Selon nos confrères nigérians du média en ligne TheCable, l’ancien président Goodluck Jonathan s’est exprimé vendredi devant les journalistes dans la capitale nigériane, ne cachant pas son scepticisme face au déroulement pour le moins atypique des événements en Guinée-Bissau. Avec un ton empreint d’ironie, l’ancien chef d’État nigérian a démonté point par point l’absurdité de la situation.

« Aucune prise de pouvoir militaire ne permet à un chef d’État en exercice de communiquer librement avec les médias tout en affirmant être en détention », a lancé Jonathan, visiblement amusé par l’incohérence de la situation. Sa question rhétorique, « Qui se moque de qui ? », résume à elle seule son incrédulité face à cette tentative de coup d’État pour le moins théâtrale.

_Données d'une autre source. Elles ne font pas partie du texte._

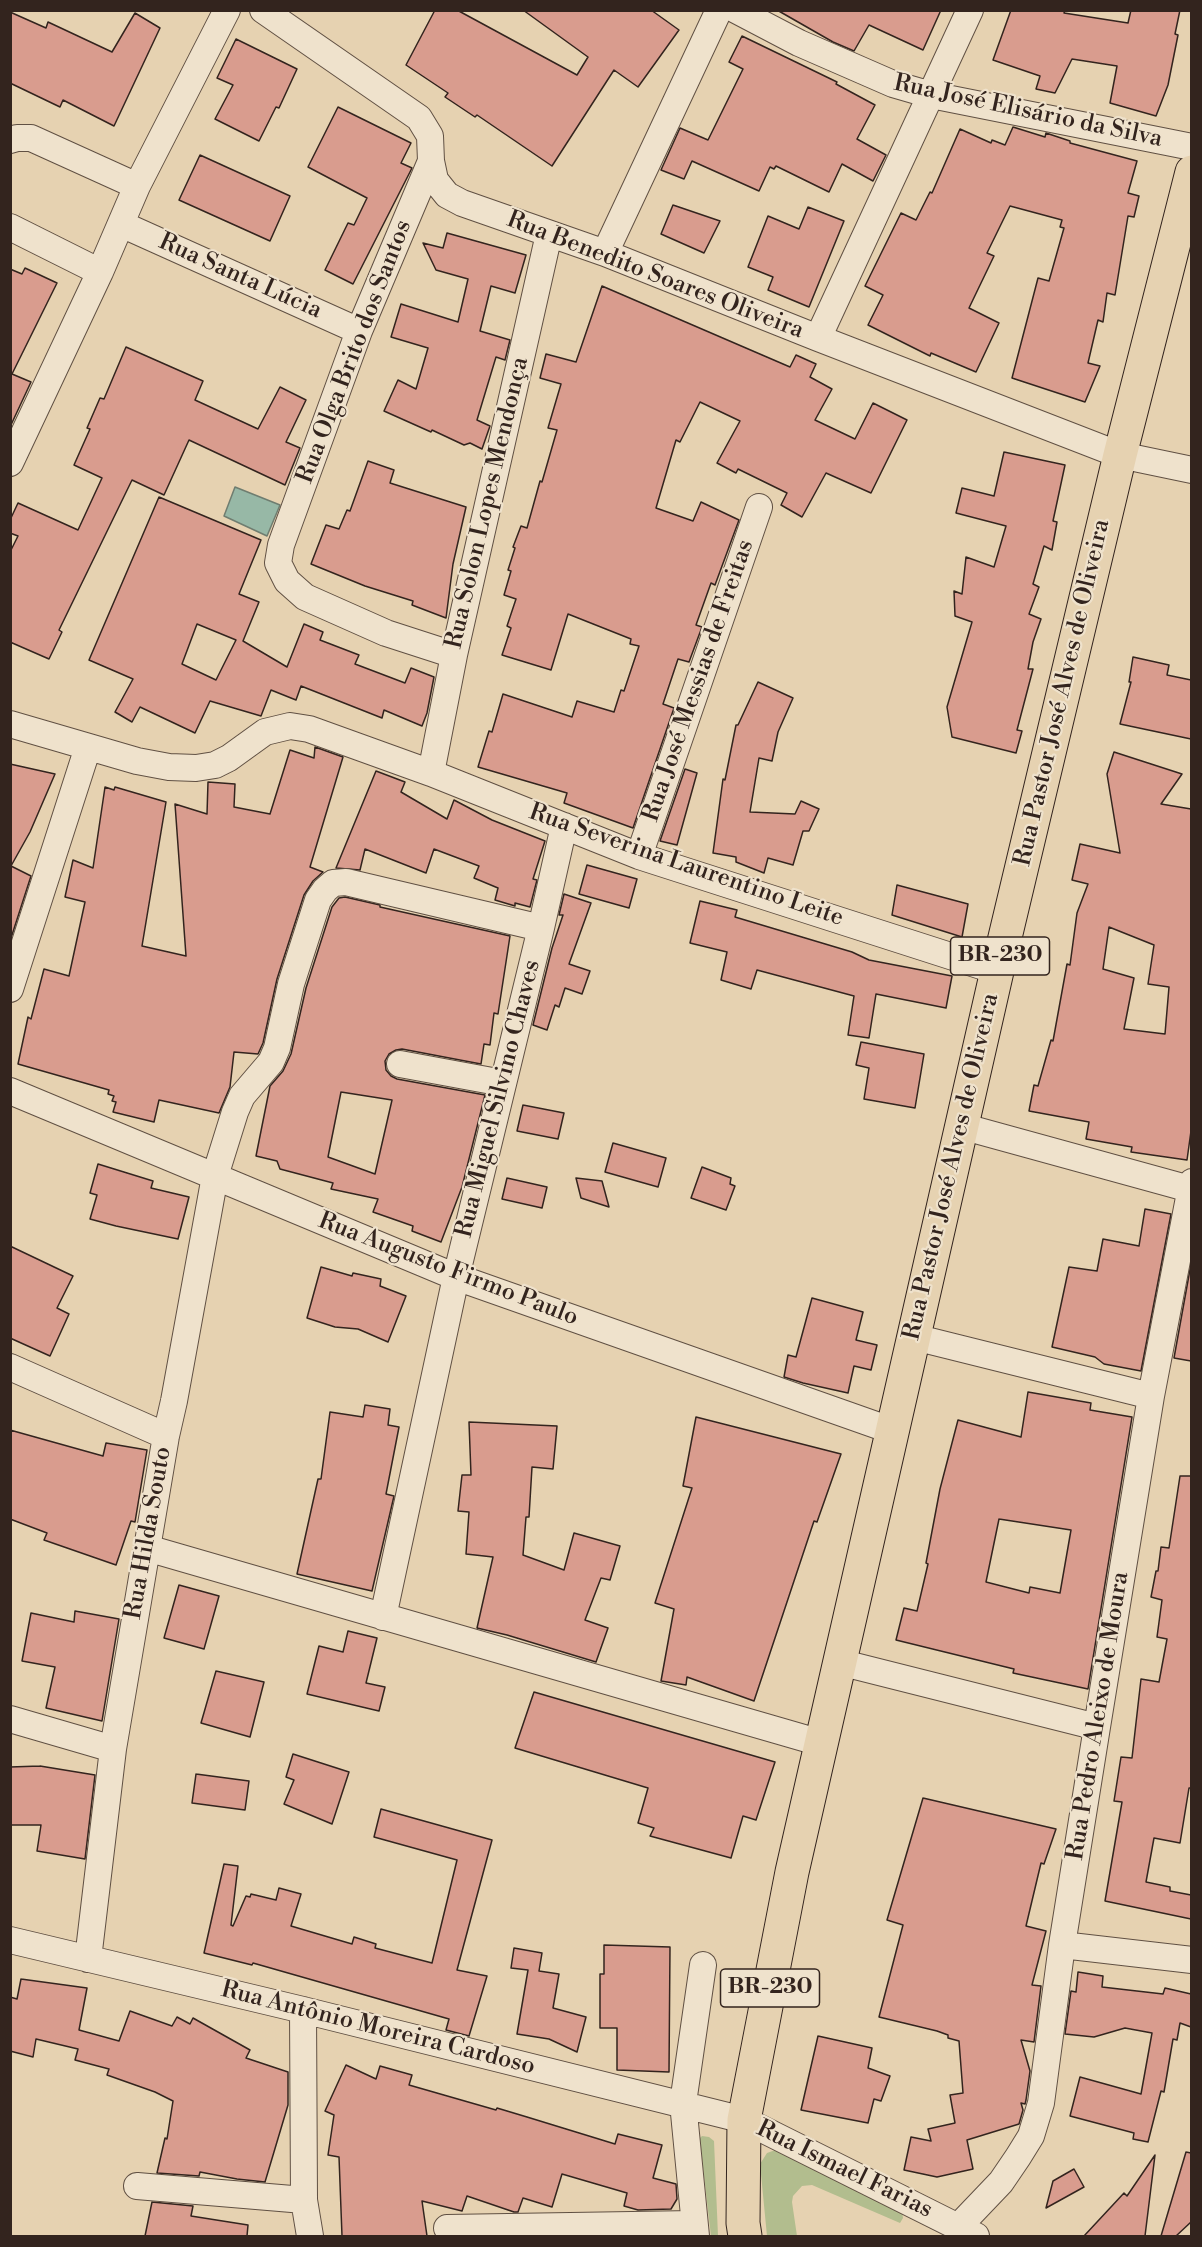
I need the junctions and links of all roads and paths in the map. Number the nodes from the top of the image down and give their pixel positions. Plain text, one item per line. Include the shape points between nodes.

L’ancien président, fervent défenseur de la démocratie, a néanmoins exprimé son inquiétude quant aux implications de ces événements : « Fondamentalement, ce qui s’est passé en Guinée-Bissau est assez dérangeant pour moi, qui crois en la démocratie. »

C’est avec une pointe de moquerie que Goodluck Jonathan a inventé une nouvelle catégorie de putsch : le « coup d’État cérémonial ». « Je n’appellerais pas cela un coup d’État. Ce n’était pas un coup d’État. Je dirais, faute de meilleur mot, que c’était peut-être un coup d’État cérémonial », a-t-il déclaré, soulignant l’aspect surréaliste de la séquence des événements.

L’ancien dirigeant a justifié son sarcasme en pointant deux anomalies flagrantes : d’abord, c’est le président Embaló lui-même qui a annoncé le coup d’État à sa propre encontre, une première dans l’histoire des putschs africains. « C’est le président, le président Embaló, qui a annoncé le coup d’État« , a-t-il souligné avec étonnement.

Ensuite, les militaires ne sont intervenus qu’après cette annonce présidentielle pour revendiquer le contrôle du pays. « Plus tard, les militaires sont venus s’adresser au monde en disant qu’ils étaient aux commandes partout. Mais Embaló avait déjà annoncé le coup d’État, ce qui est étrange« , a précisé Jonathan, mettant en lumière l’inversion totale du scénario habituel d’un coup de force.